Des A350 avec un seul pilote aux commandes en 2025 ?

Lors du débat intitulé "Hub ou point-à-point : quels modèles et quels avions pour demain ?",  auquel il participait aux côtés d'Eric Schulz, ancien président de Rolls Royce Aviation, ancien directeur commercial d'Airbus et président de SHZ Consulting, et Pierre Vellay, ancien directeur de la flotte d'Air France et président de New & Next Consulting, Marc Rochet s'est en effet exprimé en faveur du monopilotage, un sujet hyper sensible sur le plan social qui irrite les pilotes.

A l'étude ces dernières années, ce projet n'a pas été remis en cause par la crise. Bien au contraire.

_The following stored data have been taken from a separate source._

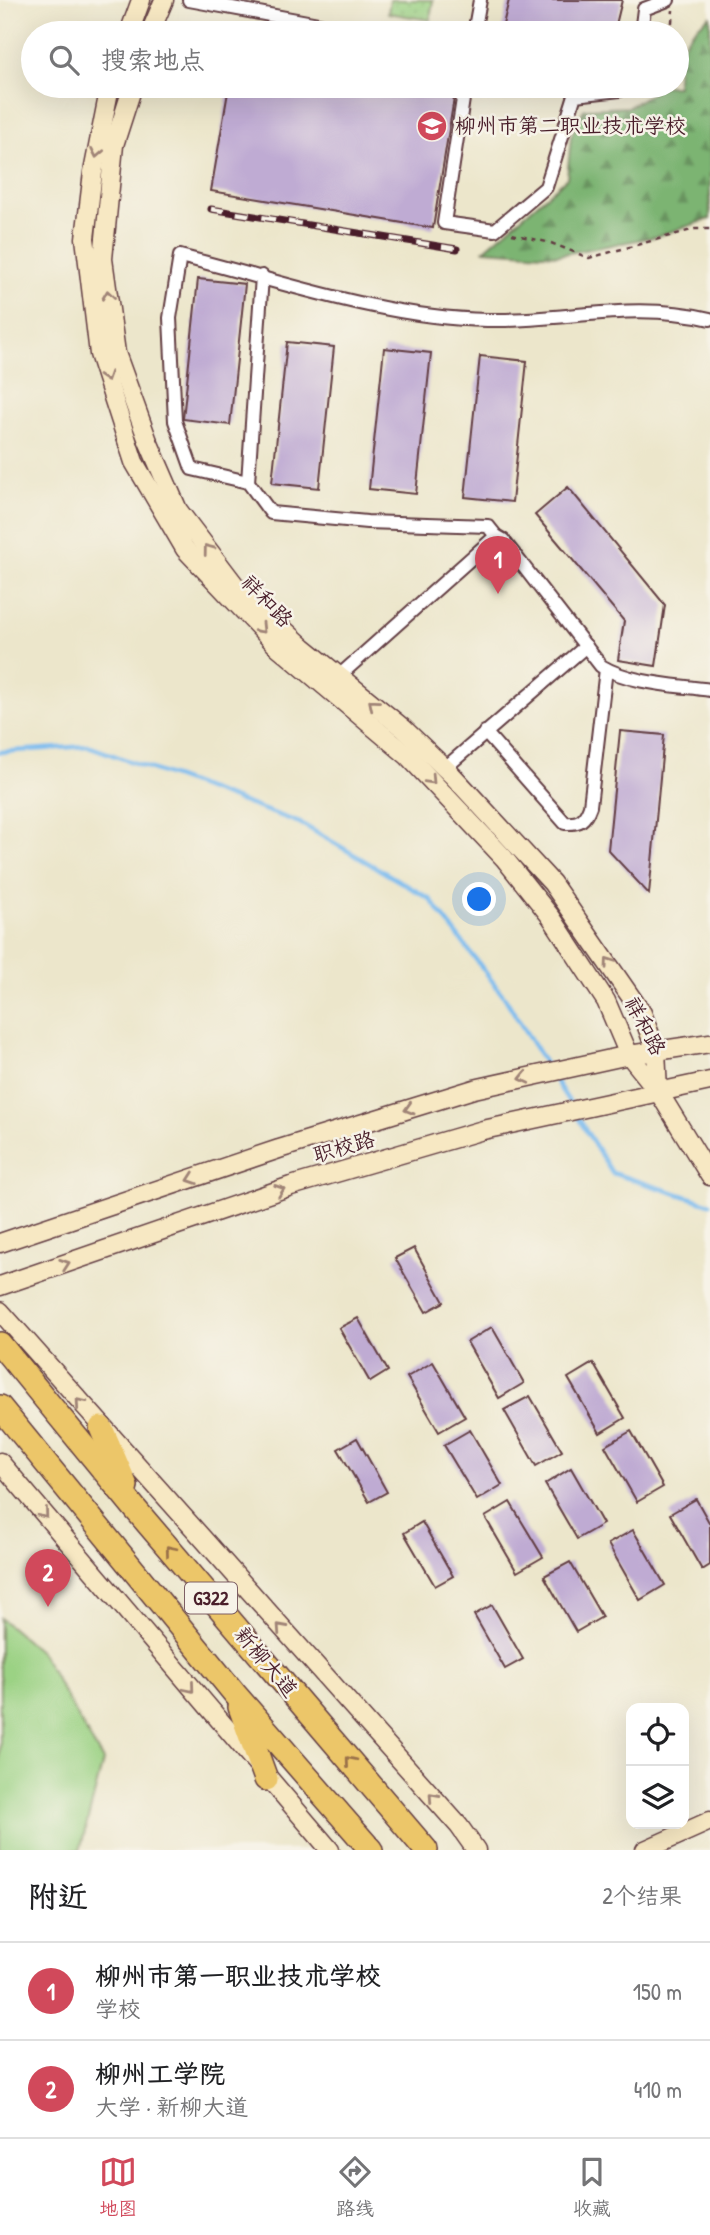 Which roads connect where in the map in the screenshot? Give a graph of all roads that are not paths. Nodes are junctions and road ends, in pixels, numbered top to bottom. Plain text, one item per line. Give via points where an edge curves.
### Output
1 (141, 0) edge
2 (164, 0) edge
3 (189, 0) edge
4 (480, 0) edge
5 (670, 0) edge
6 (242, 5) edge
7 (133, 21) edge
8 (155, 21) edge
9 (313, 21) edge
10 (476, 21) edge
11 (642, 21) edge
12 (108, 98) edge
13 (129, 98) edge
14 (463, 98) edge
15 (574, 98) edge
16 (262, 276) junction
17 (710, 319) edge
18 (248, 482) junction
19 (496, 536) junction
20 (586, 646) junction
21 (606, 669) junction
22 (339, 676) junction
23 (710, 690) edge
24 (485, 732) junction
25 (445, 768) junction
26 (710, 1043) edge
27 (656, 1051) junction
28 (629, 1055) junction
29 (710, 1081) edge
30 (658, 1091) junction
31 (710, 1176) edge
32 (0, 1243) edge
33 (0, 1286) edge
34 (0, 1311) edge
35 (0, 1345) edge
36 (0, 1407) edge
37 (101, 1428) junction
38 (0, 1462) edge
39 (137, 1511) junction
40 (235, 1694) junction
41 (266, 1779) junction
42 (710, 1821) edge
43 (330, 1850) edge
44 (371, 1850) edge
45 (426, 1850) edge
46 (476, 1850) edge
47 (645, 1850) edge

Il se retrouve à nouveau sous les feux des projecteurs depuis que l'agence Reuters a dévoilé mi-juin les travaux menés par Airbus et Cathay Pacific pour lancer d'ici à 2025 des vols long-courriers à "équipage réduit". C'est à dire avec un seul pilote dans le cockpit, sauf pendant les phases du décollage et d'atterrissage, alors qu'ils sont aujourd'hui en permanence au moins deux dans le cockpit des vols long-courriers, avec, pour les vols les plus longs, un troisième, voire un quatrième pilote en renfort.

Dans le projet Single Pilot Operations (SPO) d'Airbus, le pilote au repos pendant la phase de croisière pourrait venir en aide à son collègue dans le cockpit en cas de problème. Les deux pilotes seraient en revanche tous deux présents au décollage et à l'atterrissage. Un projet que soutient Marc Rochet.

"Un seul pilote ? Je vais peut-être dire quelque-chose de choquant, a déclaré Marc Rochet. Mais en court ou moyen-courrier, la décision est déjà prise. On sait bien les coûts qui sont derrière tout cela, les progrès du monde digital, on sait bien qu'on n'arrête pas ce genre d'évolution (...). On ne voit pas pourquoi, aujourd'hui, sur un avion qui fait Paris-Toulouse, il faut deux pilotes dans un avion moderne, conçu pour cela. Et sur un avion qui va de Paris à Los Angeles, quelle est la raison d'avoir trois équipages (pilotes, NDLR) alors que l'on sait que sur 10 heures de vol, un seul dans le cockpit, cela suffit largement. Deux équipages, ça sera la norme du long-courrier demain. Oui, ça sera difficile et délicat. Il y a beaucoup de projets. Il y a quelqu'un qui le fera dans le monde et il faudra bien suivre, donc autant être devant".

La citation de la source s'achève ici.